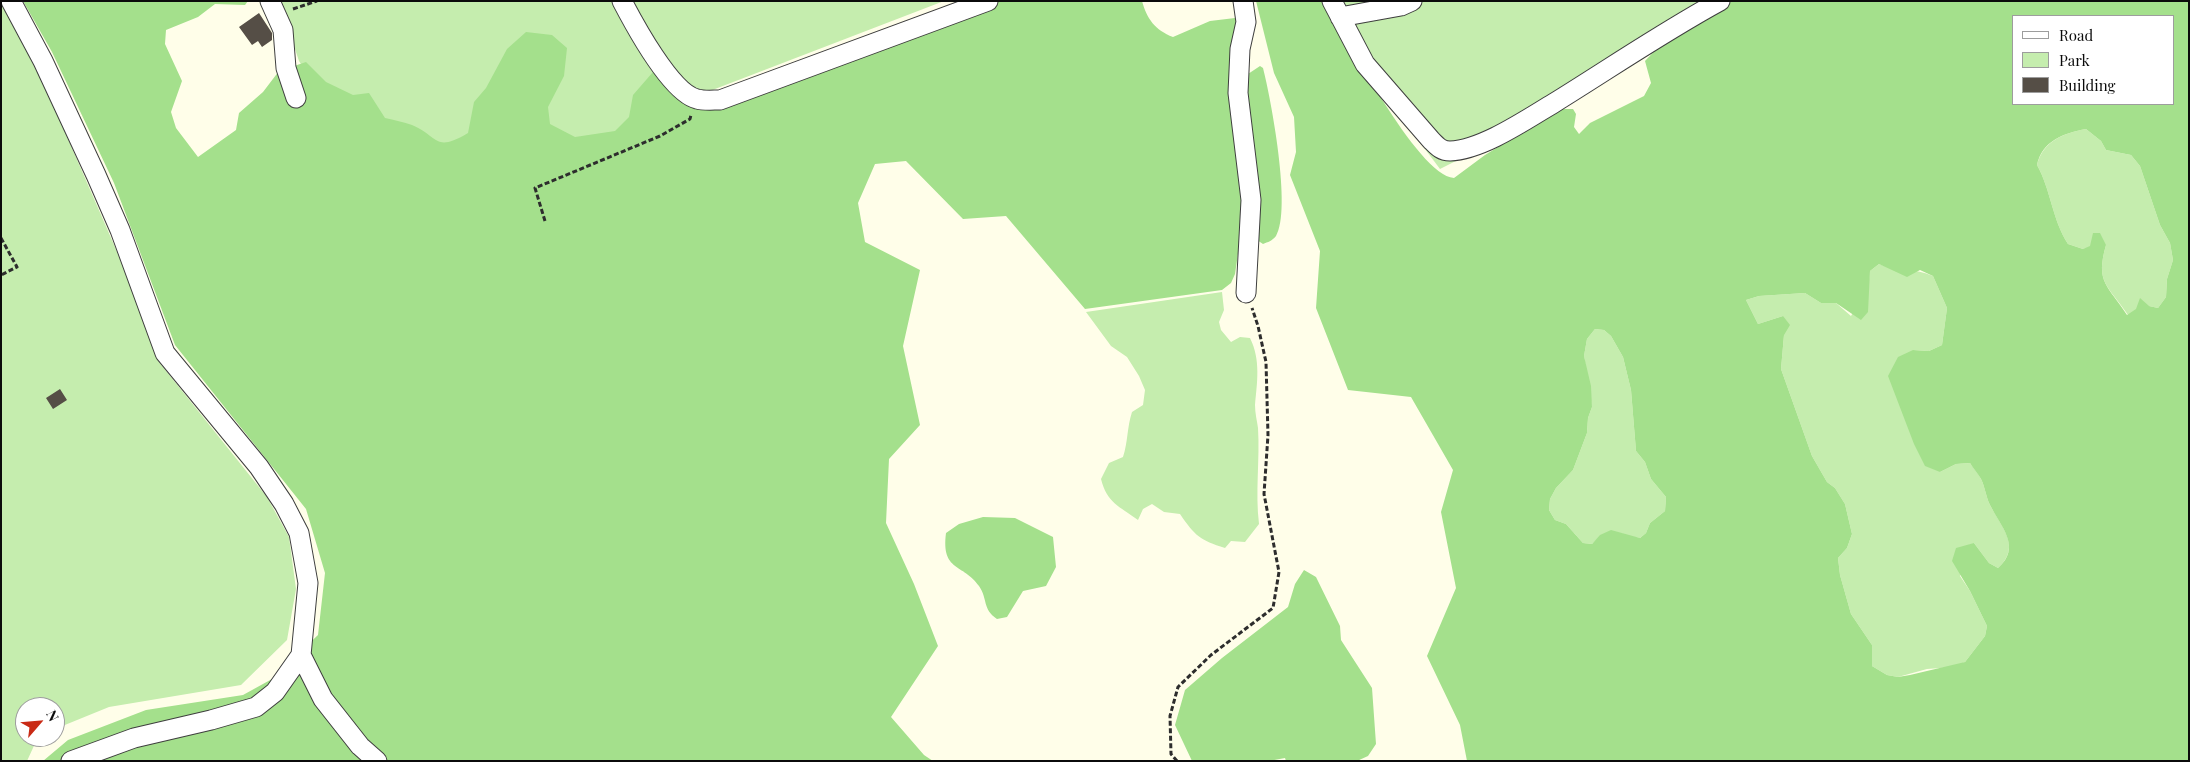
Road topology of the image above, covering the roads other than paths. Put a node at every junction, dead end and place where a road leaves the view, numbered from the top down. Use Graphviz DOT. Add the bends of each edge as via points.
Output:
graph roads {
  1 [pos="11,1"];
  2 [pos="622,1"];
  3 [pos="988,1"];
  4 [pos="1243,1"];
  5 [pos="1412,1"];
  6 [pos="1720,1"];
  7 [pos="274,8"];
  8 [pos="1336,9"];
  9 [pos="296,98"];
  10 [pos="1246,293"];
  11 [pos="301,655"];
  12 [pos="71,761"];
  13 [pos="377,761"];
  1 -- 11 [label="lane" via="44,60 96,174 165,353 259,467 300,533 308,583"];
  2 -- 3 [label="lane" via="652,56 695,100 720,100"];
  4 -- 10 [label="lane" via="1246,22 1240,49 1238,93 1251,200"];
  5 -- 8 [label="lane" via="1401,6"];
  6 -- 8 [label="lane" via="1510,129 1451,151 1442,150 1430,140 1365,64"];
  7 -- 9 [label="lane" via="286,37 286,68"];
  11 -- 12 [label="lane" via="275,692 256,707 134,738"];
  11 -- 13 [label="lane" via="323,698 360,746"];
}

———

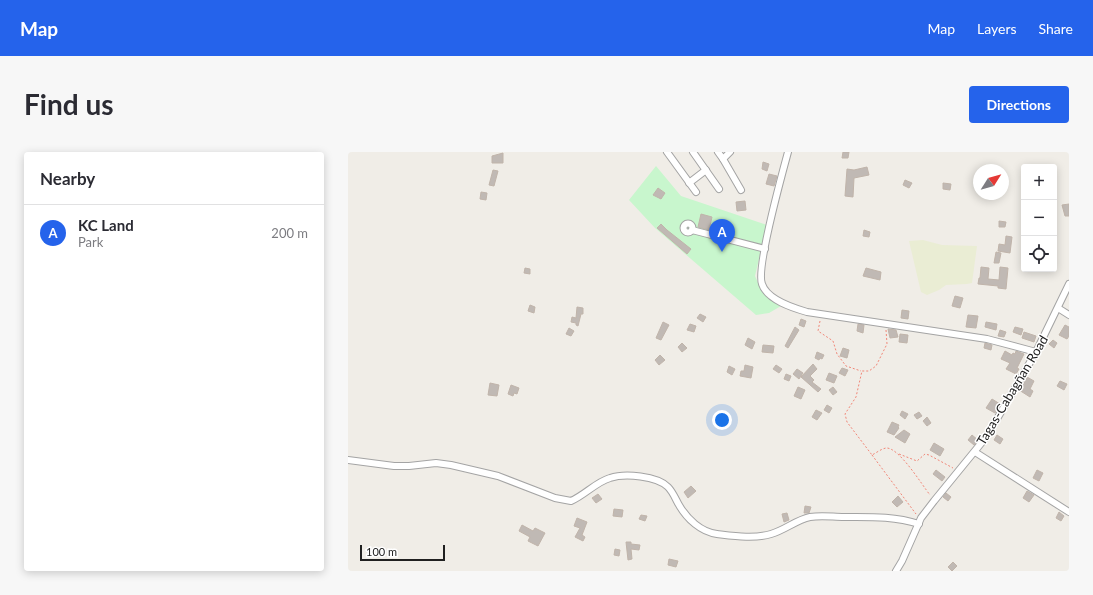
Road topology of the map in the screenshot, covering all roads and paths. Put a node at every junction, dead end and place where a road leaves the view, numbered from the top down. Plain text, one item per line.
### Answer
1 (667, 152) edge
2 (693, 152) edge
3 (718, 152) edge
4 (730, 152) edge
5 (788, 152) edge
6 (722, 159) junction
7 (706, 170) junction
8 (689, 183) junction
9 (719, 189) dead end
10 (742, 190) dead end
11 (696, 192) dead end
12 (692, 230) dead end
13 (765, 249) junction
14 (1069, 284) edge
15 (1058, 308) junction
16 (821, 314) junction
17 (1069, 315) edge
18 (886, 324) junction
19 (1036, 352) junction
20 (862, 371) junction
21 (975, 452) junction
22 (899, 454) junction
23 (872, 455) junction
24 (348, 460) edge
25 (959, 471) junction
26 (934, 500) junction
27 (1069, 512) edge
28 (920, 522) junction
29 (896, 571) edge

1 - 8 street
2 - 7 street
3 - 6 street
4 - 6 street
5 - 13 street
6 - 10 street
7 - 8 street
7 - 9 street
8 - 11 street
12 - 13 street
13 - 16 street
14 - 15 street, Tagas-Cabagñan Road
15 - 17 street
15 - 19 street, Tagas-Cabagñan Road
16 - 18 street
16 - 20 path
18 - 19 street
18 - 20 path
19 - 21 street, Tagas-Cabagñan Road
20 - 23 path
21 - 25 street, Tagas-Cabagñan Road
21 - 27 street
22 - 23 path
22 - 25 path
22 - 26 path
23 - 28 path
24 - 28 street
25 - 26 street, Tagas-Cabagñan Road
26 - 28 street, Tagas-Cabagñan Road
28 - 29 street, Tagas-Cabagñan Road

———

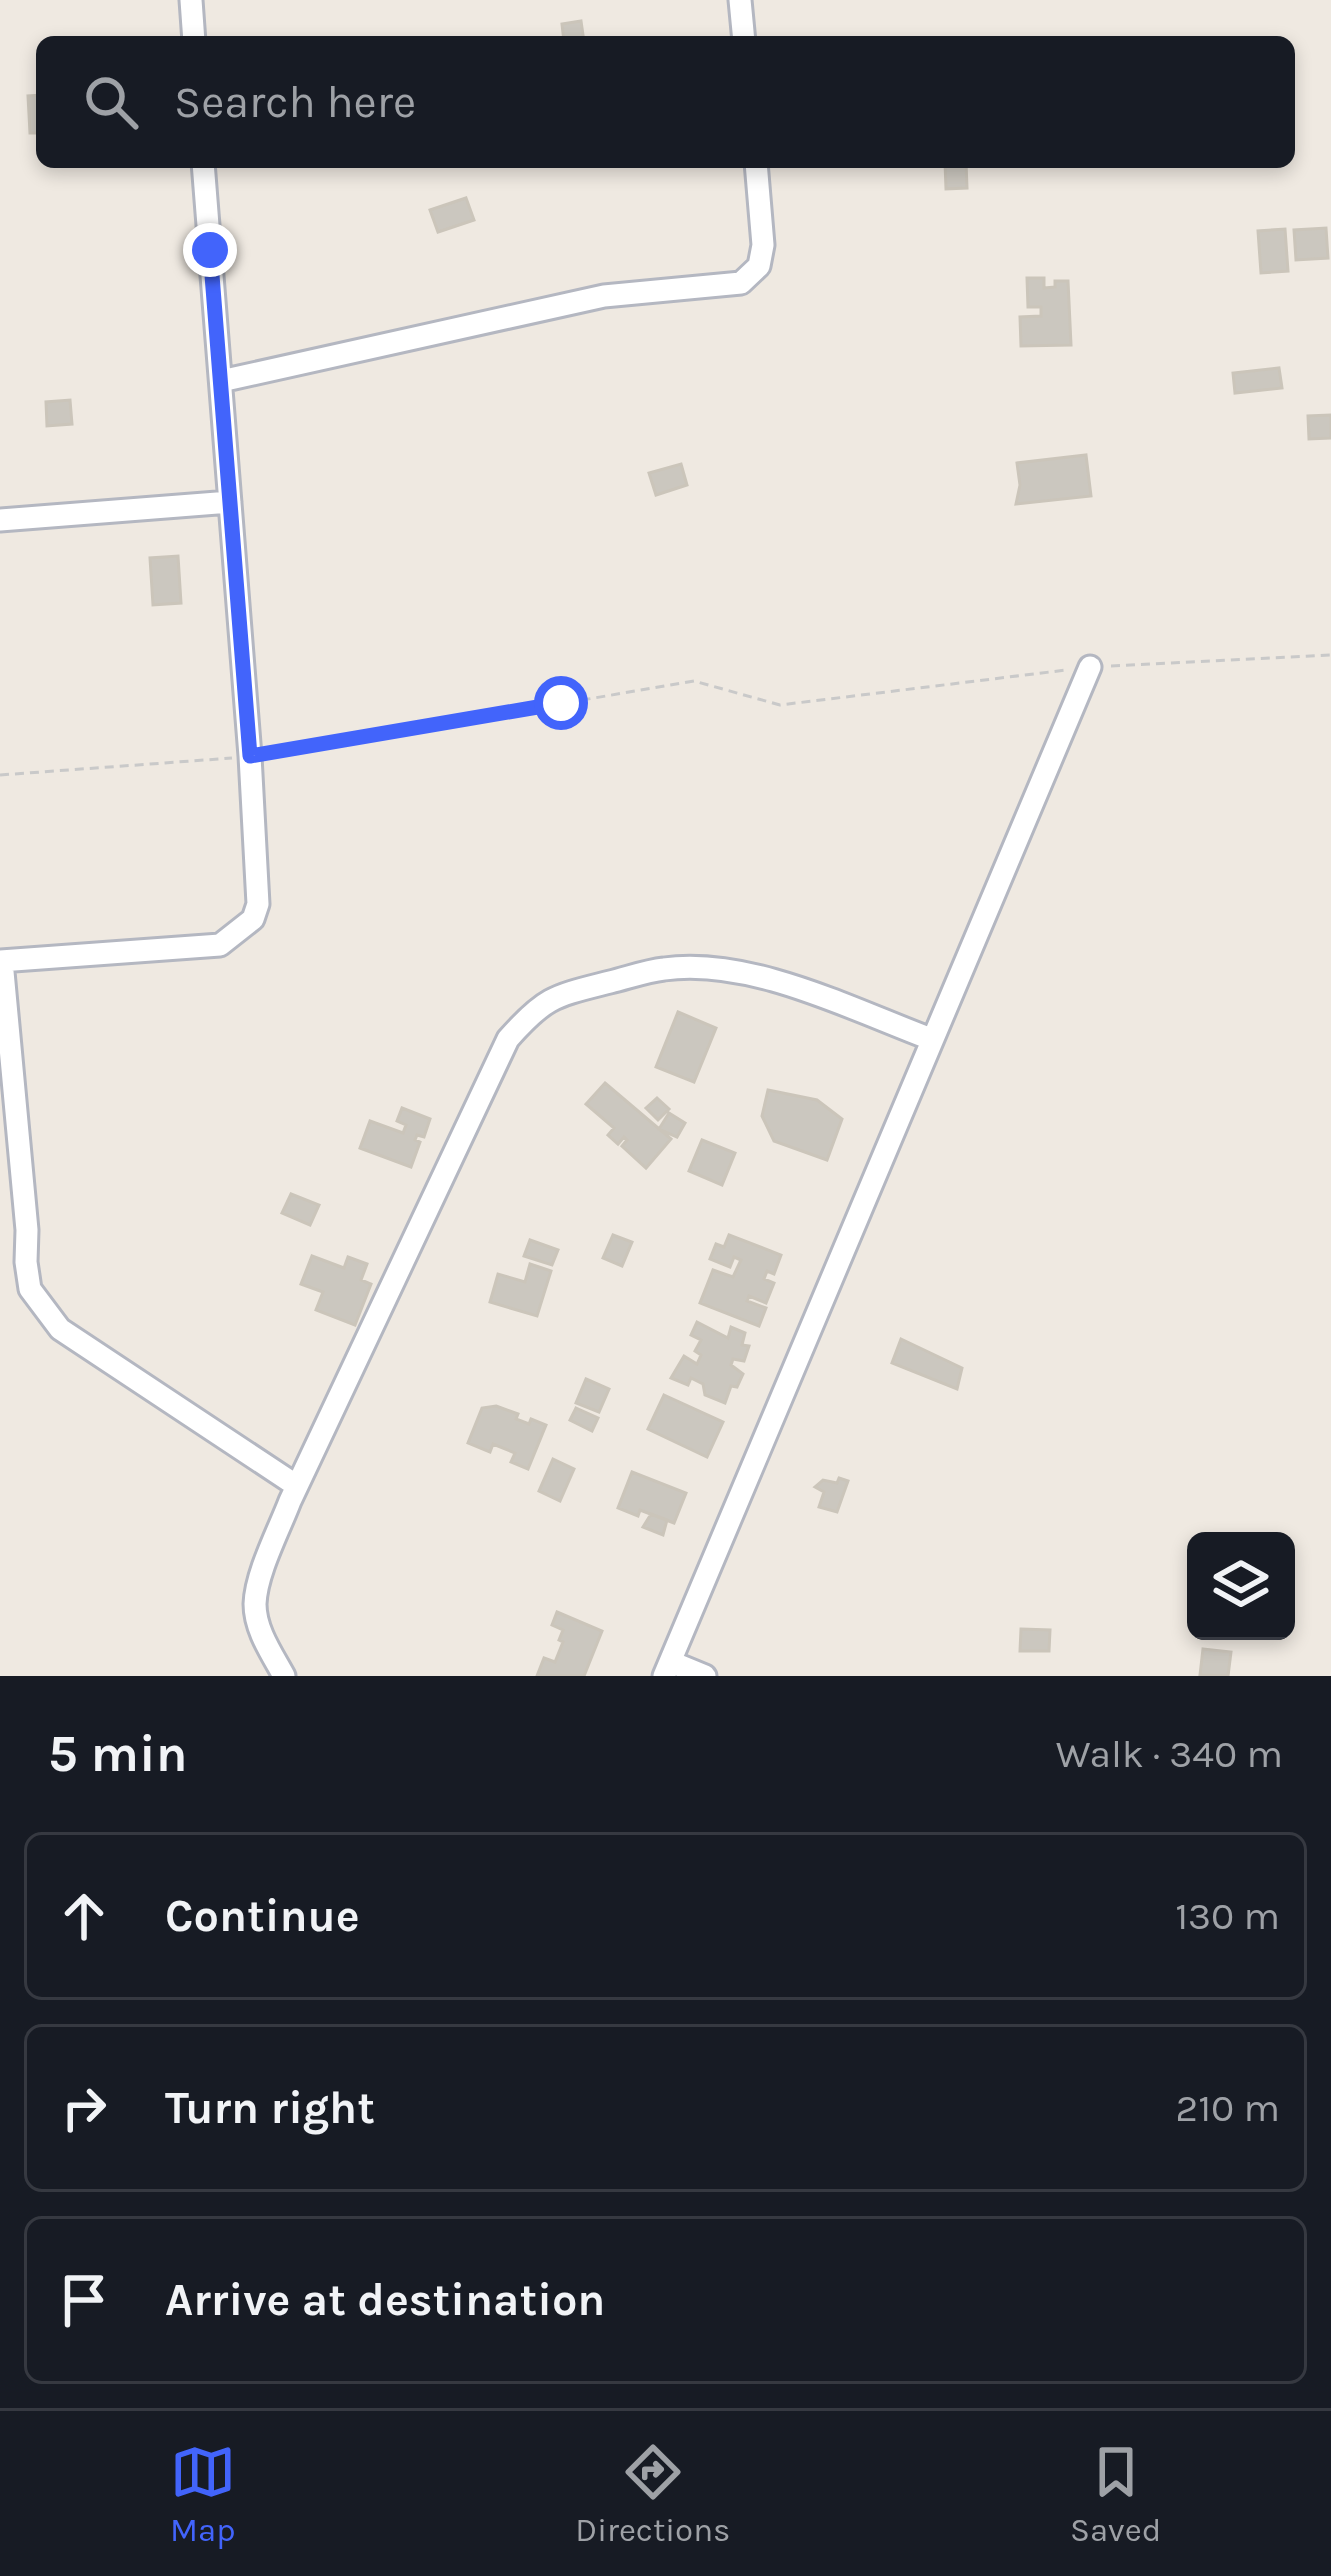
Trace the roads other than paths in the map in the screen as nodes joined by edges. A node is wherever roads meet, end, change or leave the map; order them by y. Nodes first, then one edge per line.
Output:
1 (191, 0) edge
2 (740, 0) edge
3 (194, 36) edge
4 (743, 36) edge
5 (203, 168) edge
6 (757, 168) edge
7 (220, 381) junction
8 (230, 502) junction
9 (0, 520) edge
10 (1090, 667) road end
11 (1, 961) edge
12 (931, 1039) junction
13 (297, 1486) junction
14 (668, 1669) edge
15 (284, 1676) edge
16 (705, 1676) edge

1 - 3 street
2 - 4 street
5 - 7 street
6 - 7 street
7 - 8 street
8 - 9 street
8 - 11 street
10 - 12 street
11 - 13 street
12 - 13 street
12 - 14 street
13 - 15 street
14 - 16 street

———

§ Task goal
Gather all lines from the records above in which "topology" appears.

§ Exercise result
Road topology of the image above, covering the roads other than paths. Put a node at every junction, dead end and place where a road leaves the view, numbered from the top down. Use Graphviz DOT. Add the bends of each edge as via points.
Road topology of the map in the screenshot, covering all roads and paths. Put a node at every junction, dead end and place where a road leaves the view, numbered from the top down. Plain text, one item per line.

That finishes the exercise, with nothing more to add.